Stroganoff is particularly associated with Alexander Grigorievich Stroganov, a 19th century count and government minister, who, towards the end of his life, purportedly suffered from poor dental health and found himself unable to eat large chunks of beef. According to one story, Alexander Grigorievich asked his French chef to prepare him small strips of beef, fried and then softened in sauce, so that his teeth could cope. As he often had many friends and acquaintances over for lunch, members of other households became familiar with his chef’s beef recipe and asked their own chefs to prepare it, and so the recipe spread.
Another story is that the dish became popular after the Stroganov chef, Charles Briere, prepared beef strips in sour cream for a St. Petersberg cookery competition in 1891. When he won, he named the dish after his employer as per Russian custom, albeit in the French naming style, so called it Beef Stroganoff: ‘Beef in Stroganoff sauce.’ The dish actually appears in Elena Molokhovets’ 1887 edition of her Russian Cookbook, A Gift to Young Housewives, so Stroganoff predates the cookery competition- but Briere’s victory (and Molokhovets’ book) may have helped popularize it throughout the country. Briere’s version certainly developed the dish from Molokhovet’s recipe, which called for small cubes of beef as opposed to strips and lacked many ingredients now considered indispensable to Stroganoff, like mushrooms, wine, onions and tomatoes.

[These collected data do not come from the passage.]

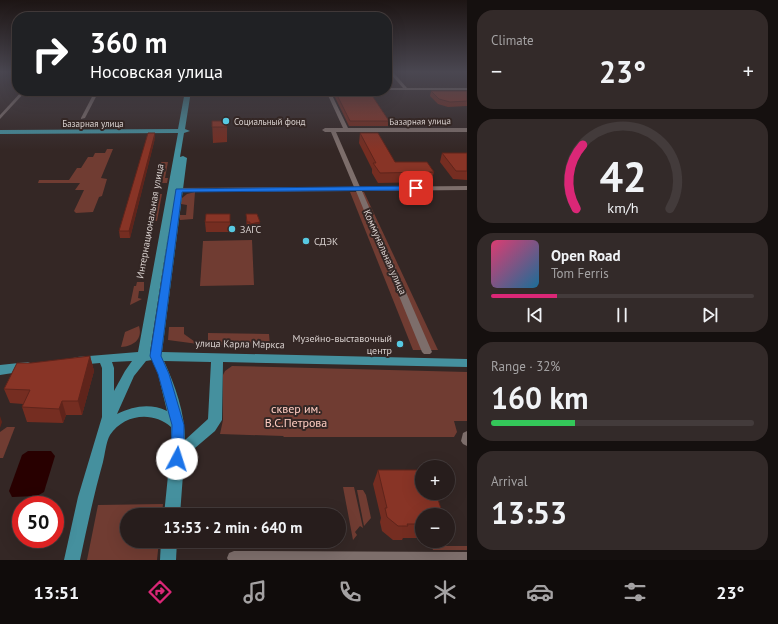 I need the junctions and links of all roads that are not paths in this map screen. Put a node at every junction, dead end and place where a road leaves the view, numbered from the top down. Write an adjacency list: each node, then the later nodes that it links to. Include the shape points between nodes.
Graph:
1 (18, 98): 7 (street)
2 (93, 98): 9 (street)
3 (187, 98): 13 (main road, Интернациональная улица)
4 (191, 98): 13 (main road, Интернациональная улица)
5 (331, 98): 11 (street)
6 (4, 106): 7 (street)
7 (11, 106): 8 (street)
8 (0, 118)
9 (83, 118)
10 (329, 130): 11 (street, Базарная улица); 16 (street, Коммунальная улица)
11 (346, 130): 12 (street, Базарная улица)
12 (467, 130)
13 (184, 131): 14 (main road, Базарная улица); 17 (main road, Интернациональная улица)
14 (0, 132)
15 (467, 188): 16 (street)
16 (357, 189): 17 (street); 18 (street, Коммунальная улица)
17 (175, 190): 19 (main road, Интернациональная улица)
18 (427, 352)
19 (149, 356): 20 (main road, улица Карла Маркса); 21 (main road, улица Карла Маркса); 26 (main road, via 129,374); 27 (main road, via 164,374)
20 (217, 357): 23 (main road, улица Карла Маркса); 29 (main road, via 215,420)
21 (104, 358): 22 (main road, улица Карла Маркса); 26 (main road, via 108,368)
22 (65, 362)
23 (467, 363)
24 (42, 365): 25 (main road)
25 (0, 370)
26 (108, 418): 28 (main road)
27 (178, 425): 28 (main road, via 158,412 140,411 115,422); 29 (main road)
28 (103, 436): 34 (main road)
29 (177, 459): 30 (main road)
30 (173, 508)
31 (169, 548): 35 (main road)
32 (234, 558): 33 (street)
33 (467, 559)
34 (72, 560)
35 (168, 560) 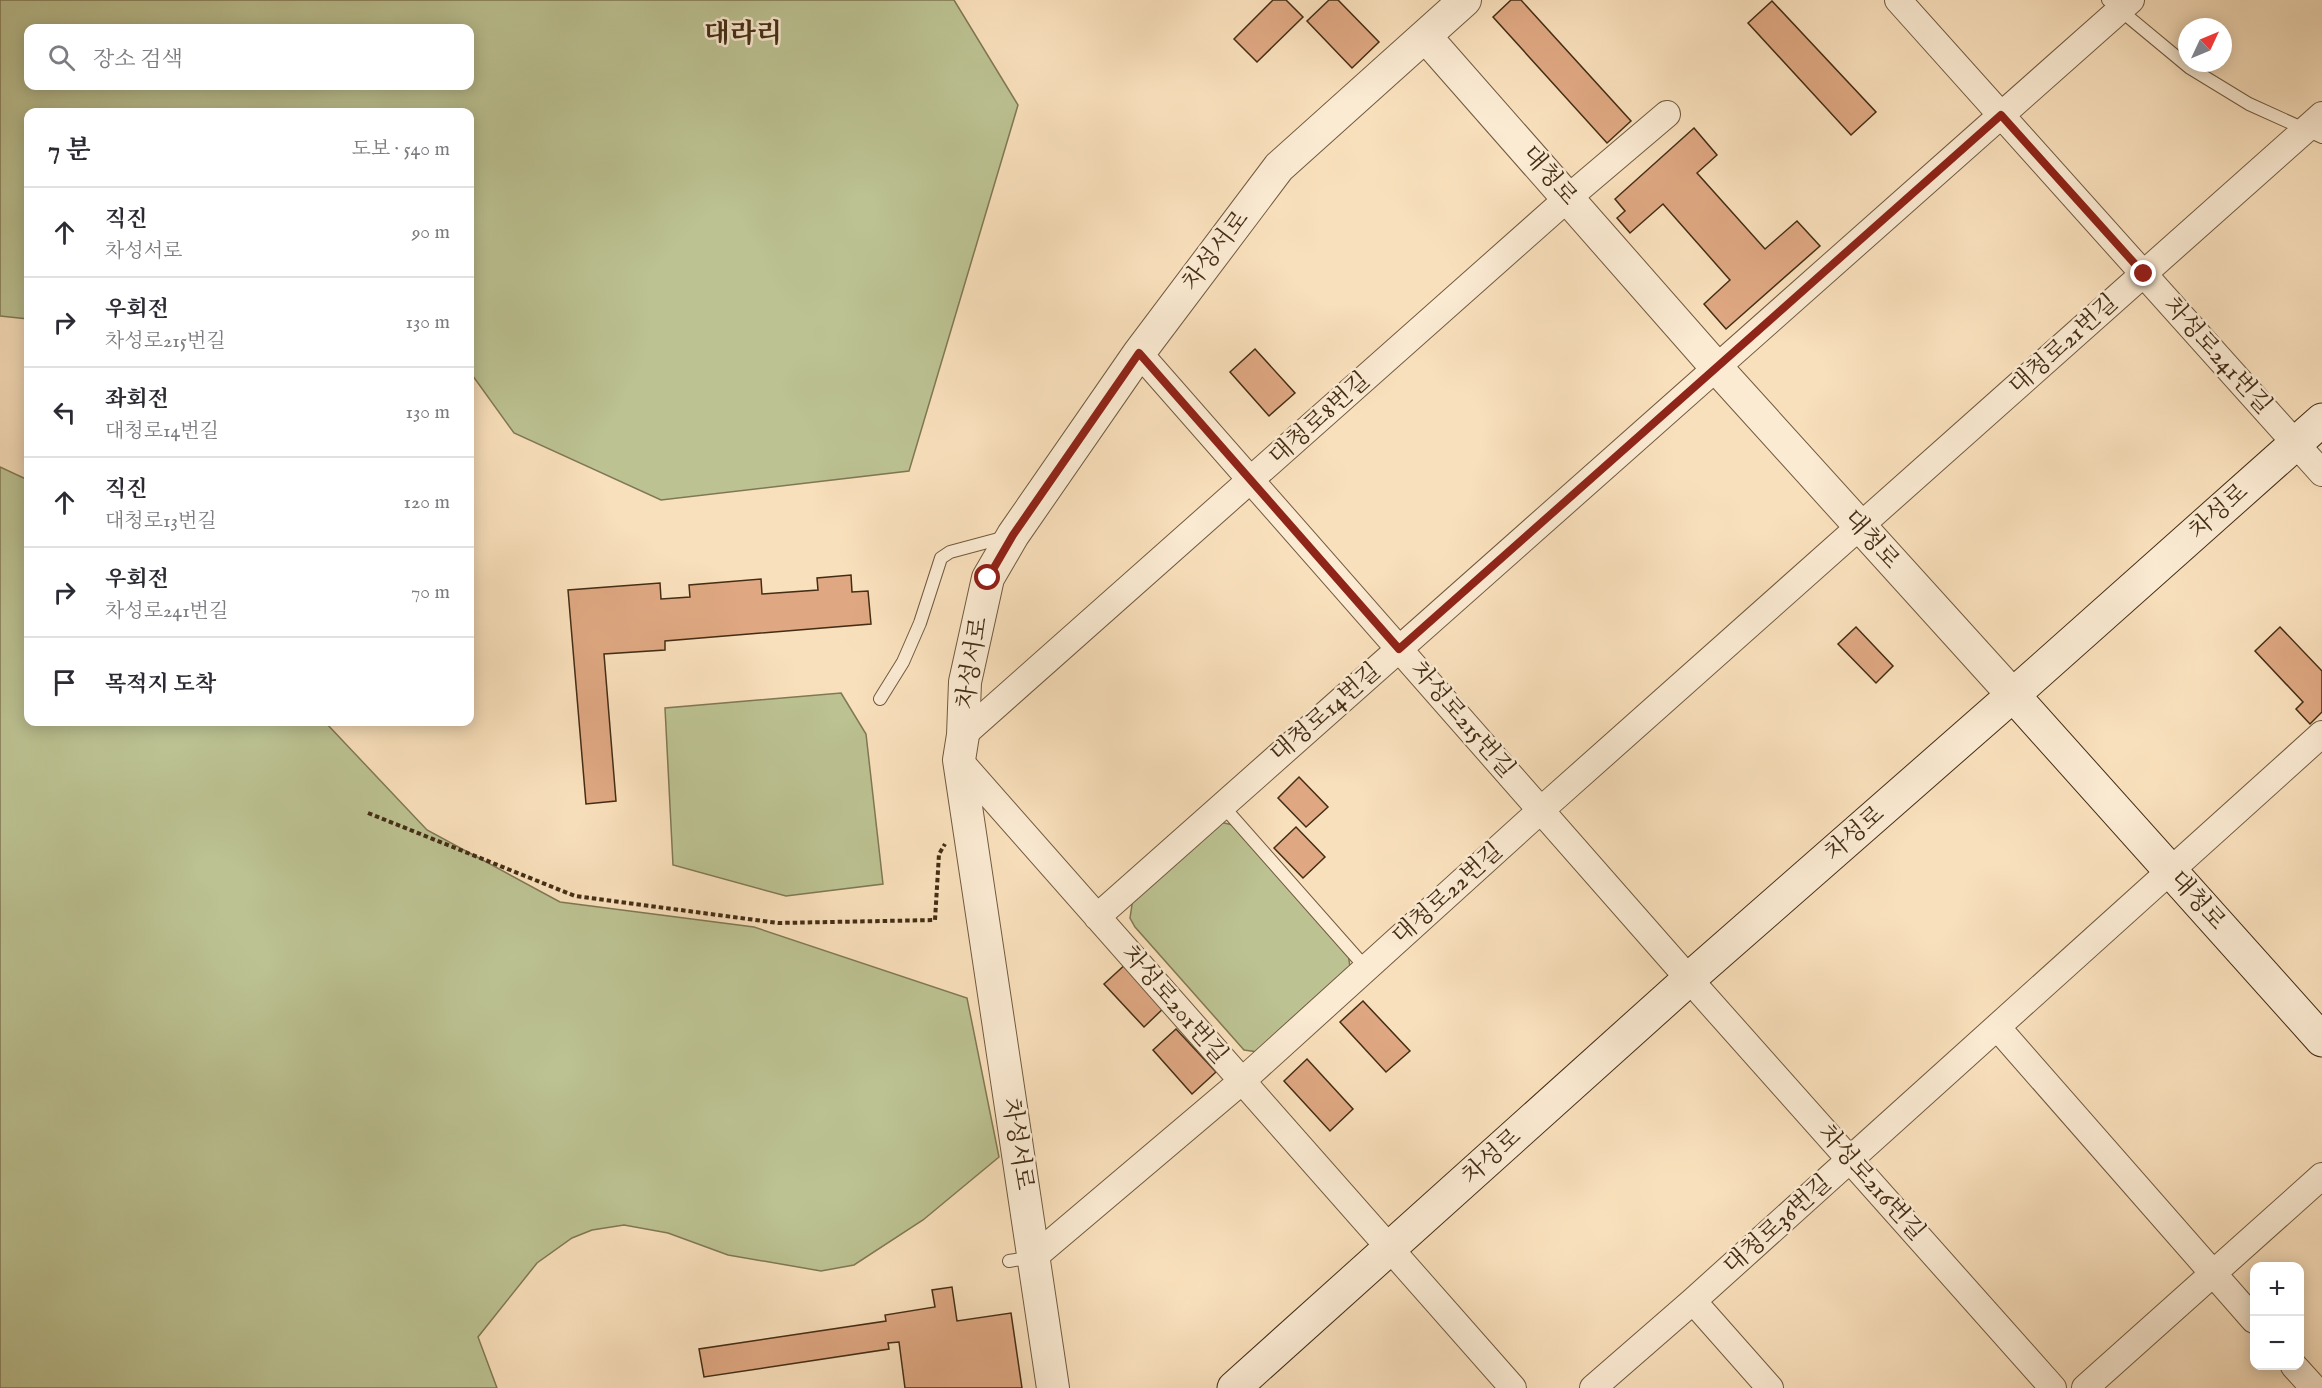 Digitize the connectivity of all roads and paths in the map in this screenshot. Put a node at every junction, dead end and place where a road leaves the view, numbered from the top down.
1 (1465, 0) edge
2 (1898, 0) edge
3 (2120, 3) edge
4 (1425, 36) junction
5 (1667, 114) dead end
6 (2001, 115) junction
7 (2318, 128) edge
8 (1568, 198) junction
9 (2144, 274) junction
10 (1139, 353) junction
11 (1716, 367) junction
12 (2322, 420) edge
13 (2296, 444) junction
14 (2322, 473) edge
15 (1251, 480) junction
16 (1859, 527) junction
17 (1013, 535) junction
18 (1399, 649) junction
19 (2013, 695) junction
20 (880, 699) dead end
21 (2322, 735) edge
22 (961, 747) junction
23 (1222, 805) junction
24 (966, 807) junction
25 (1541, 810) junction
26 (368, 813) dead end
27 (2170, 871) junction
28 (1097, 917) junction
29 (1366, 968) junction
30 (1689, 979) junction
31 (1997, 1028) junction
32 (2322, 1040) edge
33 (1242, 1081) junction
34 (1850, 1160) junction
35 (2322, 1176) edge
36 (1390, 1250) junction
37 (1022, 1259) junction
38 (2214, 1273) junction
39 (1693, 1301) junction
40 (2251, 1316) edge
41 (2298, 1370) edge
42 (1053, 1388) edge
43 (1234, 1388) edge
44 (1513, 1388) edge
45 (1593, 1388) edge
46 (1770, 1388) edge
47 (2053, 1388) edge
48 (2085, 1388) edge
49 (2314, 1388) edge

1 - 4 street, 차성서로
2 - 6 street, 차성로241번길
3 - 6 street, 대청로14번길
3 - 7 lane
4 - 8 street, 대청로
4 - 10 street, 차성서로
5 - 8 street, 대청로8번길
6 - 9 street, 차성로241번길
6 - 11 street, 대청로14번길
7 - 9 street, 대청로21번길
8 - 11 street, 대청로
8 - 15 street, 대청로8번길
9 - 13 street, 차성로241번길
9 - 16 street, 대청로21번길
10 - 15 street, 차성로215번길
10 - 17 street, 차성서로
11 - 16 street, 대청로
11 - 18 street, 대청로14번길
12 - 13 main road, 차성로
13 - 14 street, 차성로241번길
13 - 19 main road, 차성로
15 - 18 street, 차성로215번길
15 - 22 street, 대청로8번길
16 - 19 street, 대청로
16 - 25 street, 대청로22번길
17 - 20 lane
17 - 22 street, 차성서로
18 - 23 street, 대청로14번길
18 - 25 street, 차성로215번길
19 - 27 main road, 대청로
19 - 30 main road, 차성로
21 - 27 street, 대청로36번길
22 - 24 street, 차성서로
22 - 28 street, 차성로201번길
23 - 28 street, 대청로14번길
23 - 29 lane
24 - 26 path
24 - 37 street, 차성서로
25 - 29 street, 대청로22번길
25 - 30 street, 차성로215번길
27 - 31 street, 대청로36번길
27 - 32 main road, 대청로
28 - 33 street, 차성로201번길
29 - 33 street, 대청로22번길
30 - 34 street, 차성로216번길
30 - 36 main road, 차성로
31 - 34 street, 대청로36번길
31 - 38 street
33 - 36 street, 차성로201번길
33 - 37 street, 대청로22번길
34 - 39 street, 대청로36번길
34 - 47 street, 차성로216번길
35 - 38 street
36 - 43 main road, 차성로
36 - 44 street
37 - 42 street, 차성서로
38 - 40 street
38 - 48 street
39 - 45 street, 대청로36번길
39 - 46 street
41 - 49 street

The dish was not initially eaten outside Russia. Russian emigres who fled poverty and Tsarist oppression in the late 19th and early 20th century were not necessarily familiar with or enthusiastic about the luxurious dish. But after the Russian Revolution of 1917 and the fall of Tsarist Russia, noble families who had been able to afford Stroganoff also fled the country. Travelling west to Europe and America and east to China, these nostalgic emigres popularized the dish abroad in luxurious Russian-style restaurants.